• **WORK ITEM**
Among the records below, which lines contain the string "paths"? Report them.

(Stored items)
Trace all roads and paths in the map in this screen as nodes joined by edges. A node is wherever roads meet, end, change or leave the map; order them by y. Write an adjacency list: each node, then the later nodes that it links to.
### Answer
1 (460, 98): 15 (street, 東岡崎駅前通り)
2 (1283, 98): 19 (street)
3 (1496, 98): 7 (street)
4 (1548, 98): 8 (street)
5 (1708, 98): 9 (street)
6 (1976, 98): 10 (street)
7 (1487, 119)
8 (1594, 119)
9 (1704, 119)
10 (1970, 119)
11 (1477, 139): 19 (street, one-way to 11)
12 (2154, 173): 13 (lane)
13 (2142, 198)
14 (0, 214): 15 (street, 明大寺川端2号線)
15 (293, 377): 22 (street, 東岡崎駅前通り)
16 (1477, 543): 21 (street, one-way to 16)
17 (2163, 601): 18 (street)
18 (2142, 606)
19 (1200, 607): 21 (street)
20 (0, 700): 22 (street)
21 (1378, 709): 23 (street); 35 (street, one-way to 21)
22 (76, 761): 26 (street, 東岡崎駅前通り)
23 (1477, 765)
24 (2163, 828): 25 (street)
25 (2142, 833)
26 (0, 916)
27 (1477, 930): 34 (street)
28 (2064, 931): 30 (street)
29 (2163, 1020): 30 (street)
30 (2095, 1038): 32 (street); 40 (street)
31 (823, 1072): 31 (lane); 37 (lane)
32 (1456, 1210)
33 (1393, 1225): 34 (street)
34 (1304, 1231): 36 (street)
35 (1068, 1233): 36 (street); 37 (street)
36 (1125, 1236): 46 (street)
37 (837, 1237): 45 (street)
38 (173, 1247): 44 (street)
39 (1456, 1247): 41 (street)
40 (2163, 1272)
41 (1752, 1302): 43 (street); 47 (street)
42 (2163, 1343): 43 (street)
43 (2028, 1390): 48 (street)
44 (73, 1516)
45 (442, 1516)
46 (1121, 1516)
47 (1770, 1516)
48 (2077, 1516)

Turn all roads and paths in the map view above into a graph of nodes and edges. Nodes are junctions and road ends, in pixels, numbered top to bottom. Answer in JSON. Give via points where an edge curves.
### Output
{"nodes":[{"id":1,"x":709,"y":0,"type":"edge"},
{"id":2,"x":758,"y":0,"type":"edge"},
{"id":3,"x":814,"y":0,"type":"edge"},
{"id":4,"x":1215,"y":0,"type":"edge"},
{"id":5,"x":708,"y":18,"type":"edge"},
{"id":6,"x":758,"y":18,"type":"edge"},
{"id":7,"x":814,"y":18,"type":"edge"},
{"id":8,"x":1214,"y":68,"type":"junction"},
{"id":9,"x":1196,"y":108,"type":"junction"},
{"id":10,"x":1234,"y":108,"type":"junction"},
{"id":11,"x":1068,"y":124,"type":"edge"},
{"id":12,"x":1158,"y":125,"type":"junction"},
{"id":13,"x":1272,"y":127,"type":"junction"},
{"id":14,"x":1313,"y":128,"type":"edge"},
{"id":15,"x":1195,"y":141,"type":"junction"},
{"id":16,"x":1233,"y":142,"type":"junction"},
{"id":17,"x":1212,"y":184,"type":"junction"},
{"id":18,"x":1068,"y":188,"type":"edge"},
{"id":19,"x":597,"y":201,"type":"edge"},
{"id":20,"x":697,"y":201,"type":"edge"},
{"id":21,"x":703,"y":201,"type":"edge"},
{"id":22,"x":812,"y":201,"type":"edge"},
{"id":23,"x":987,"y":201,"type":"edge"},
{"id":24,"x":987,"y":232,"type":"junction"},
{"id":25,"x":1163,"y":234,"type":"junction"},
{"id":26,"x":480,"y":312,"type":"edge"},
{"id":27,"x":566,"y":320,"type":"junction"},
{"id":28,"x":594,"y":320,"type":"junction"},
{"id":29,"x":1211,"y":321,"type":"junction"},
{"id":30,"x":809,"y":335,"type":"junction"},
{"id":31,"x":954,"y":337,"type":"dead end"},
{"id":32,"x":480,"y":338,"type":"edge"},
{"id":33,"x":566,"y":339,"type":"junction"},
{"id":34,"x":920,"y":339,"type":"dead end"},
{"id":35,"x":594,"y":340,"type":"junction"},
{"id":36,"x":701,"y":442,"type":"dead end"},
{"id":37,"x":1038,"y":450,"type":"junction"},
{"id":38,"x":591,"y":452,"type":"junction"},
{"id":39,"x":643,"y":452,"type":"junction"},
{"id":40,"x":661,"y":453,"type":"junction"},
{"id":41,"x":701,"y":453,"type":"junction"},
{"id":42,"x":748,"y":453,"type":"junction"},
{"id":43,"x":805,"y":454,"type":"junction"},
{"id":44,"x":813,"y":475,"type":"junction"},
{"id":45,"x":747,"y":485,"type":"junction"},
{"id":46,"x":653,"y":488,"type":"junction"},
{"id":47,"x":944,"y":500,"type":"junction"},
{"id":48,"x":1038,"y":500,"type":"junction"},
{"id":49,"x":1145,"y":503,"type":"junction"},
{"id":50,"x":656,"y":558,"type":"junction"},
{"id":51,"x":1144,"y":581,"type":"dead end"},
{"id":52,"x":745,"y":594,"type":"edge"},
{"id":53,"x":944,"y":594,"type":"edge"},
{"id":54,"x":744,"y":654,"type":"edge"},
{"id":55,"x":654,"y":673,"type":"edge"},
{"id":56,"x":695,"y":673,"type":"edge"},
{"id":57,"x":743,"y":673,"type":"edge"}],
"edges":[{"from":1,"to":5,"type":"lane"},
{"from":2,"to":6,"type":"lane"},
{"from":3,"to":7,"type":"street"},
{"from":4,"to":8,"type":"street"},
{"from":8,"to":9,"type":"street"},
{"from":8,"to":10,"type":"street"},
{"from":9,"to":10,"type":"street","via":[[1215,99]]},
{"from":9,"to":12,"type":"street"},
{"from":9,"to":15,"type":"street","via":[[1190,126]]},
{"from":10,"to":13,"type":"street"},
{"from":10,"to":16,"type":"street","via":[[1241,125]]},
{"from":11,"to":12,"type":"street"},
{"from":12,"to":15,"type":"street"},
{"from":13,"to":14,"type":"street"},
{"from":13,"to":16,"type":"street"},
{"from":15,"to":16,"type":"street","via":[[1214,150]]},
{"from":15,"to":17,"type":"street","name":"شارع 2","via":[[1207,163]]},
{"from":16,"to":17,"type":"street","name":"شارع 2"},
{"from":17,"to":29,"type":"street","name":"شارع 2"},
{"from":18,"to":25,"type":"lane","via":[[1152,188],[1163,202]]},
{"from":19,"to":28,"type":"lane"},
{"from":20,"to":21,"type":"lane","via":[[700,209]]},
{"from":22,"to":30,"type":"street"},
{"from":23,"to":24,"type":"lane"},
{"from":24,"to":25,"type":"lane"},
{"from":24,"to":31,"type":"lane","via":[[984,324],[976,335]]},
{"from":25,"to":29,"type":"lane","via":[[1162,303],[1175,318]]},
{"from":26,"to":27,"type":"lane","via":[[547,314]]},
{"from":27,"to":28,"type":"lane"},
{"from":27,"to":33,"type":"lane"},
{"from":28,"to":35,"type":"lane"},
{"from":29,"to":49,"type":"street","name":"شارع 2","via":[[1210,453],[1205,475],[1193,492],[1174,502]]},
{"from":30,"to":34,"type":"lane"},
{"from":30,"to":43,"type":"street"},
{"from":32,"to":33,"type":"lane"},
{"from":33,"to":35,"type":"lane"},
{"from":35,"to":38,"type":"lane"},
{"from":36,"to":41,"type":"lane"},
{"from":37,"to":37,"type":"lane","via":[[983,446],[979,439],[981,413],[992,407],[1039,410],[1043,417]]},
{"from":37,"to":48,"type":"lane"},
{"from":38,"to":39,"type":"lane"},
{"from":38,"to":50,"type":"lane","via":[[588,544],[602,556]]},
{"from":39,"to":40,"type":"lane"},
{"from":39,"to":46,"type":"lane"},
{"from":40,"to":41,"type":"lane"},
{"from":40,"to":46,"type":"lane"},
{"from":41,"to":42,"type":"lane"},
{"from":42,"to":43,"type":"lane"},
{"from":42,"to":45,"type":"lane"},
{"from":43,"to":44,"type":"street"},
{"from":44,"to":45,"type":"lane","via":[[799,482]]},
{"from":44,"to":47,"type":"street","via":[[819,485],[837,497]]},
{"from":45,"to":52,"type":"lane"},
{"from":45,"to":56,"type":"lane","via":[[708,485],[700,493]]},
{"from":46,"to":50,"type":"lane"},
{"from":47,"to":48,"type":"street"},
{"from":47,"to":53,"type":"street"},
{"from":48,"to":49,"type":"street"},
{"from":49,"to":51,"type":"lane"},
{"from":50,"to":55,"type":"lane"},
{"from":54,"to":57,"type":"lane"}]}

• **ANSWER FOR THE TASK**
Trace all roads and paths in the map in this screen as nodes joined by edges. A node is wherever roads meet, end, change or leave the map; order them by y. Write an adjacency list: each node, then the later nodes that it links to.
Turn all roads and paths in the map view above into a graph of nodes and edges. Nodes are junctions and road ends, in pixels, numbered top to bottom. Answer in JSON. Give via points where an edge curves.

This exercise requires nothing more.